Elle réunit ses amis Alex et Penny et ils trouvent l'orbe dans un dortoir. À ce moment-là, une brume étrange envahit les couloirs et des mains d'ombre griffues en émanent et essayent de s'emparer de l'orbe.
Les PJ lancent des sorts, courent et là, ils voient que la brume change de direction et en sortant, prend l'apparence d'êtres humanoïdes à tête de chauve souris.
Les PJ appellent les loups comme ils l'ont appris dans un cours au début de l'année, les loups se battent contre les créatures.
Fallen apparaît àç la lisière de la forêt et demande à sa fille de vite lui donner l'orbe.
Le professeur Liedes surgit en traversant une vitre et leur crie « ne faites pas ça ! ». Mary-ann veut donner l'orbe à son père, mais Alex lui lance un sort pour l'immobiliser. Il prend l'orbe de ses mains et le donne au professeur Liedes mais celui ci a les crocs qui poussent et les yeux injectés de sang, il dit qu'il ne peut pas garder l'orbe, qu'il doit le donner à un autre professeur. Alex court, entre dans le château, trouve un professeur et lui remet l'orbe.

Pendant ce temps, Fallen est capturé par Liedes.
Je fais un épilogue où le professeur Liedes leur explique ce que les joueurs n'avaient pas encore compris et voilà.

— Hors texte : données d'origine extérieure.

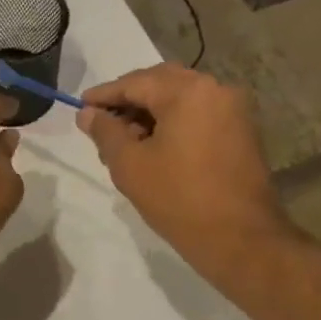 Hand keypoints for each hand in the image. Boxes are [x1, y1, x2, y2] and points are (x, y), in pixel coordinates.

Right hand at [77, 64, 293, 272]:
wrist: (238, 237)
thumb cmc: (177, 198)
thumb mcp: (129, 164)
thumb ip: (105, 132)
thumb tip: (87, 113)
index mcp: (187, 92)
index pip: (135, 82)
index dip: (104, 94)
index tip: (79, 106)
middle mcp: (215, 89)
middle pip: (161, 83)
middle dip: (129, 100)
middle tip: (101, 123)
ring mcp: (233, 109)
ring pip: (181, 98)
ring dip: (150, 112)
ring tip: (123, 141)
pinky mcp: (241, 131)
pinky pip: (198, 114)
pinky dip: (172, 122)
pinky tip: (153, 147)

Fin de la partie.

J'ai prévenu dès le départ les joueurs que ces scènes pouvaient avoir un aspect « cinématique » comme dans un jeu vidéo, ou parfois leur placer des enjeux à résoudre. Le fait de jouer « par scènes » avec des codifications connues à l'avance a aidé à l'intégration de scènes si différentes.

Remarques
Au final, j'ai quand même dû sacrifier quelques trucs :
  • la rapidité de mise en œuvre : en effet, écrire un scénar, fut-il de trois pages (Ce scénario en faisait 14 la première fois que je l'ai fait jouer), sous la forme d'une intro cinématographique, de cours récités, de longues descriptions et d'une intrigue complexe, c'est plus long et complexe qu'une situation initiale d'une page (comme je le proposais dans la précédente version de BaP, bien plus « académiquement forgien » si vous me permettez l'expression).
  • On n'avait pas énormément de temps pour jouer tout ce que le jeu exigeait : scènes des joueurs + scènes du MJ ; donc je me suis permis de couper court à la plupart des enjeux des scènes de MJ, pour en faire des successions de révélations, « révélées activement », cad, sans que les joueurs cherchent vraiment des solutions, en amenant des évènements assez rapidement les uns à la suite des autres.
En même temps, dans beaucoup d'épisodes d'Harry Potter (films et romans), ça se passe comme ça : l'intrigue de fond est juste constituée de quelques mystères et se dévoile complètement à la fin comme un coup de tonnerre.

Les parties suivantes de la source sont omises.